Une charge inédite contre la direction du Labour
L’ancien Premier ministre britannique Tony Blair a publié un essai de 5 700 mots dans lequel il accuse Keir Starmer, Andy Burnham et Wes Streeting de mettre en danger l’avenir du Parti travailliste en s’éloignant du centre politique. Dans ce texte, il affirme que la « capacité quasi infinie d’auto-illusion » du parti le rend susceptible de perdre les prochaines élections.
Cette intervention, extrêmement rare de la part d’un ancien chef de gouvernement travailliste, a provoqué des remous au sein du parti. La figure de Tony Blair reste profondément clivante dans les rangs travaillistes, et plusieurs responsables ont dénoncé une manœuvre inutile et contre-productive.
Des propositions controversées
Blair y formule plusieurs recommandations politiques précises. Il appelle le gouvernement à un durcissement des règles d’attribution des aides sociales, à l’abandon des restrictions sur l’exploitation du pétrole et du gaz, et à un rapprochement avec le président américain Donald Trump. Selon lui, la priorité doit être donnée à des relations fluides avec l’administration Trump, quitte à renoncer aux objectifs climatiques les plus ambitieux.
« Abandonnez le net zéro », aurait-il notamment conseillé, estimant que les contraintes environnementales freinent la croissance économique et éloignent le parti des préoccupations immédiates des électeurs. Cette position contredit directement la politique officielle du gouvernement Starmer, qui a fait de la transition écologique l’un de ses piliers.

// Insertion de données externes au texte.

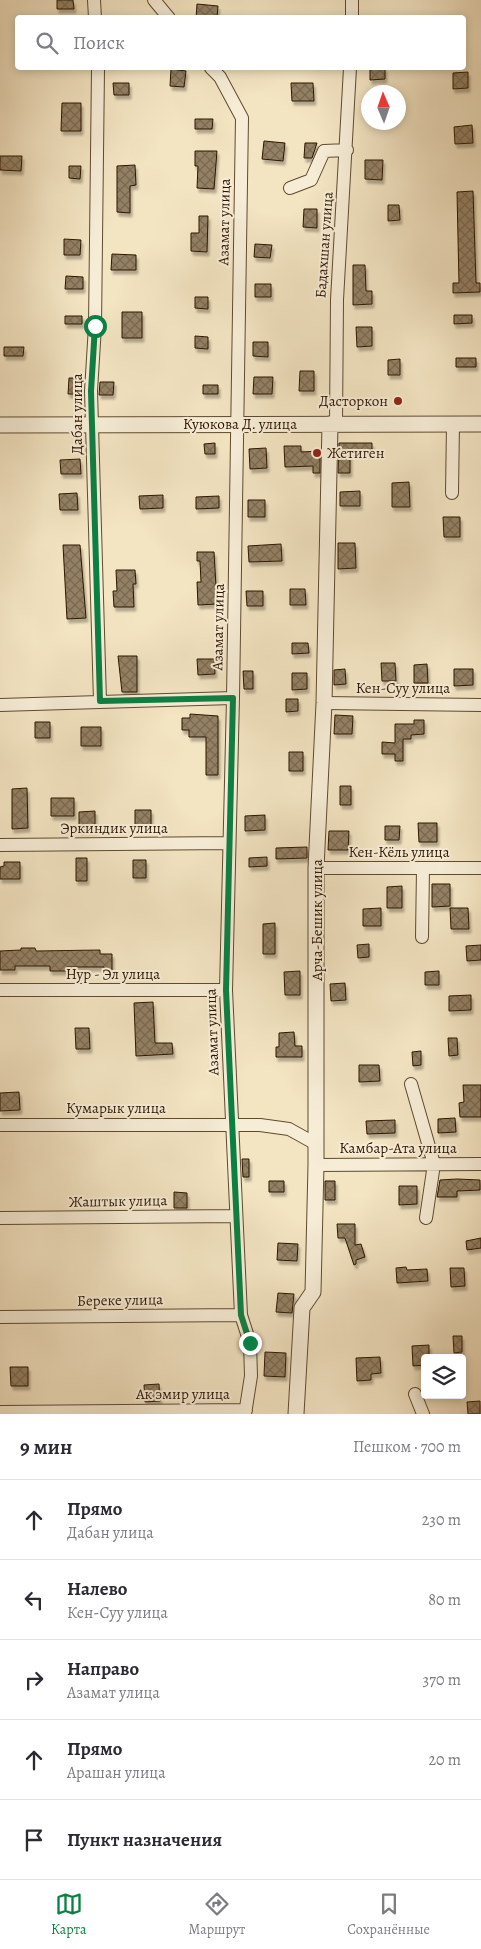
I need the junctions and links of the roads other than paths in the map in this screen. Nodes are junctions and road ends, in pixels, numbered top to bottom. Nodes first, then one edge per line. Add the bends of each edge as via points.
1 (94, 0) edge
2 (154, 0) edge
3 (352, 0) edge
4 (95, 15) edge
5 (166, 15) edge
6 (352, 15) edge
7 (98, 70) edge
8 (214, 70) edge
9 (350, 70) edge
10 (338, 150) junction
11 (290, 188) dead end
12 (92, 424) junction
13 (238, 424) junction
14 (333, 424) junction
15 (453, 424) junction
16 (481, 424) edge
17 (0, 425) edge
18 (452, 493) dead end
19 (233, 698) junction
20 (100, 701) junction
21 (324, 703) junction
22 (0, 705) edge
23 (481, 705) edge
24 (229, 843) junction
25 (0, 845) edge
26 (316, 868) junction
27 (423, 868) junction
28 (481, 868) edge
29 (422, 937) dead end
30 (0, 990) edge
31 (226, 990) junction
32 (411, 1084) dead end
33 (232, 1124) junction
34 (0, 1125) edge
35 (316, 1144) junction
36 (434, 1164) junction
37 (481, 1164) edge
38 (316, 1165) junction
39 (236, 1216) junction
40 (0, 1218) edge
41 (426, 1218) dead end
42 (241, 1315) junction
43 (0, 1317) edge
44 (415, 1394) dead end
45 (0, 1412) edge
46 (245, 1412) edge
47 (296, 1414) edge
48 (423, 1414) edge

1 - 4 street
2 - 5 street
3 - 6 street
7 - 12 street, Дабан улица
8 - 13 street, Азамат улица via 242,118
9 - 10 street, Бадахшан улица
10 - 11 street via 324,152 311,180
10 - 14 street, Бадахшан улица
12 - 13 street, Куюкова Д. улица
12 - 17 street, Куюкова Д. улица
12 - 20 street, Дабан улица
13 - 14 street, Куюкова Д. улица
13 - 19 street, Азамат улица
14 - 15 street, Куюкова Д. улица
14 - 21 street, Арча-Бешик улица
15 - 16 street, Куюкова Д. улица
15 - 18 street
19 - 20 street
19 - 24 street, Азамат улица
20 - 22 street
21 - 23 street, Кен-Суу улица
21 - 26 street, Арча-Бешик улица
24 - 25 street, Эркиндик улица
24 - 31 street, Азамат улица
26 - 27 street, Кен-Кёль улица
26 - 35 street, Арча-Бешик улица
27 - 28 street, Кен-Кёль улица
27 - 29 street
30 - 31 street, Нур - Эл улица
31 - 33 street, Азамат улица
32 - 36 street
33 - 34 street, Кумарык улица
33 - 35 street, Кумарык улица via 289,1129
33 - 39 street, Азамат улица
35 - 38 street, Арча-Бешик улица
36 - 37 street, Камбар-Ата улица
36 - 38 street, Камбар-Ата улица
36 - 41 street
38 - 47 street, Арча-Бешик улица via 313,1292 302,1308
39 - 40 street, Жаштык улица
39 - 42 street, Азамат улица
42 - 43 street, Береке улица
42 - 46 street, Азамат улица via 250,1343 251,1376
44 - 48 street
45 - 46 street, Ак эмир улица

Des critiques personnelles acerbes
Au-delà des orientations politiques, l’ancien chef du gouvernement s’en prend directement aux personnes. Keir Starmer, le Premier ministre actuel, est accusé de ne pas incarner une ligne politique claire. Andy Burnham, maire de Manchester et candidat potentiel à la succession, est également visé par des attaques sur son positionnement. Wes Streeting, ministre de la Santé, est lui aussi critiqué pour son manque de fermeté sur les réformes sociales.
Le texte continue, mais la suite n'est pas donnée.